Stored items
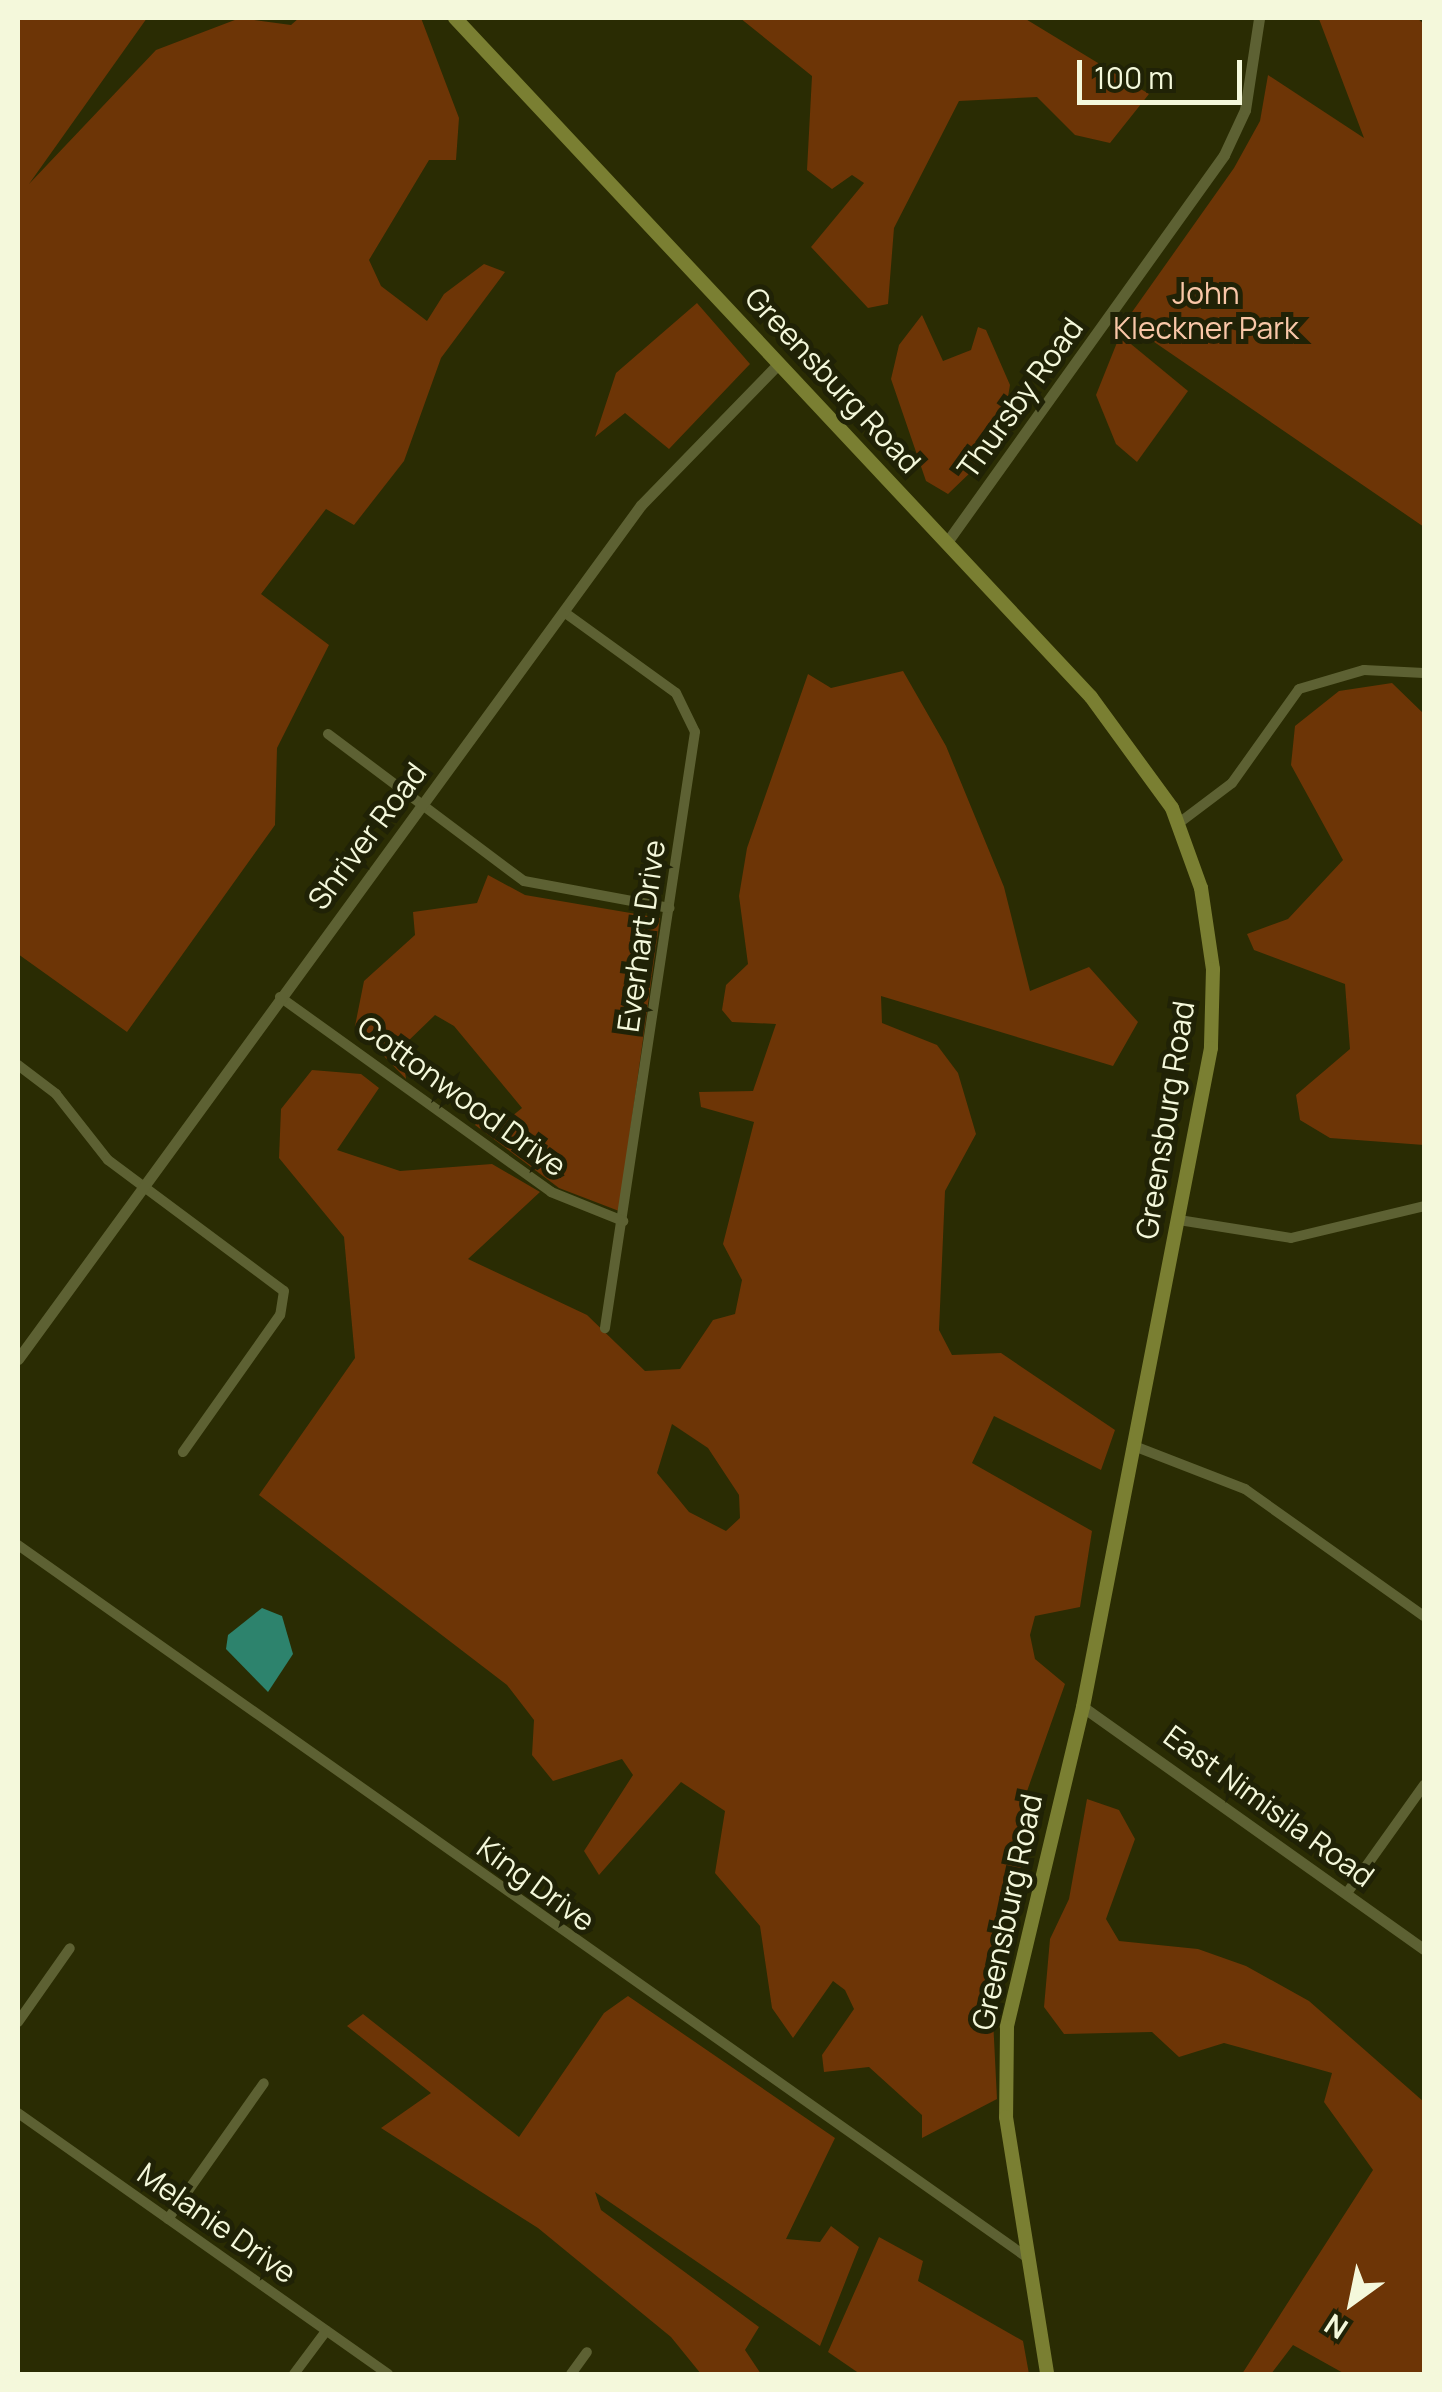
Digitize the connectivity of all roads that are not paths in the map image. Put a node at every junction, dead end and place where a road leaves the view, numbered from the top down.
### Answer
1 (455, 18) edge
2 (1259, 18) edge
3 (779, 363) junction
4 (947, 542) junction
5 (564, 612) junction
6 (1424, 673) edge
7 (328, 734) dead end
8 (422, 805) junction
9 (1178, 824) junction
10 (670, 908) junction
11 (280, 996) junction
12 (18, 1065) edge
13 (142, 1184) junction
14 (1424, 1206) edge
15 (1178, 1220) junction
16 (623, 1221) junction
17 (605, 1328) dead end
18 (18, 1359) edge
19 (1134, 1446) junction
20 (182, 1452) dead end
21 (18, 1545) edge
22 (1424, 1616) edge
23 (1083, 1707) junction
24 (1424, 1785) edge
25 (1348, 1893) junction
26 (70, 1948) dead end
27 (1424, 1949) edge
28 (18, 2022) edge
29 (264, 2083) dead end
30 (18, 2113) edge
31 (168, 2219) junction
32 (1028, 2258) junction
33 (326, 2331) junction
34 (587, 2352) dead end
35 (294, 2374) edge
36 (388, 2374) edge
37 (570, 2374) edge
38 (1047, 2374) edge

1 - 3 main road, Greensburg Road
2 - 4 street, Thursby Road
3 - 4 main road, Greensburg Road
3 - 5 street, Shriver Road
4 - 9 main road, Greensburg Road
5 - 8 street, Shriver Road
5 - 10 street, Everhart Drive
6 - 9 street
7 - 8 street
8 - 10 street
8 - 11 street, Shriver Road
9 - 15 main road, Greensburg Road
10 - 16 street, Everhart Drive
11 - 13 street, Shriver Road
11 - 16 street, Cottonwood Drive
12 - 13 street
13 - 18 street, Shriver Road
13 - 20 street
14 - 15 street
15 - 19 main road, Greensburg Road
16 - 17 street, Everhart Drive
19 - 22 street
19 - 23 main road, Greensburg Road
21 - 32 street, King Drive
23 - 25 street, East Nimisila Road
23 - 32 main road, Greensburg Road
24 - 25 street
25 - 27 street, East Nimisila Road
26 - 28 street
29 - 31 street
30 - 31 street, Melanie Drive
31 - 33 street, Melanie Drive
32 - 38 main road, Greensburg Road
33 - 35 street
33 - 36 street, Melanie Drive
34 - 37 street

## Task
Lines holding "Everhart": copy each one from the records above.

## Problem solution
5 - 10 street, Everhart Drive
10 - 16 street, Everhart Drive
16 - 17 street, Everhart Drive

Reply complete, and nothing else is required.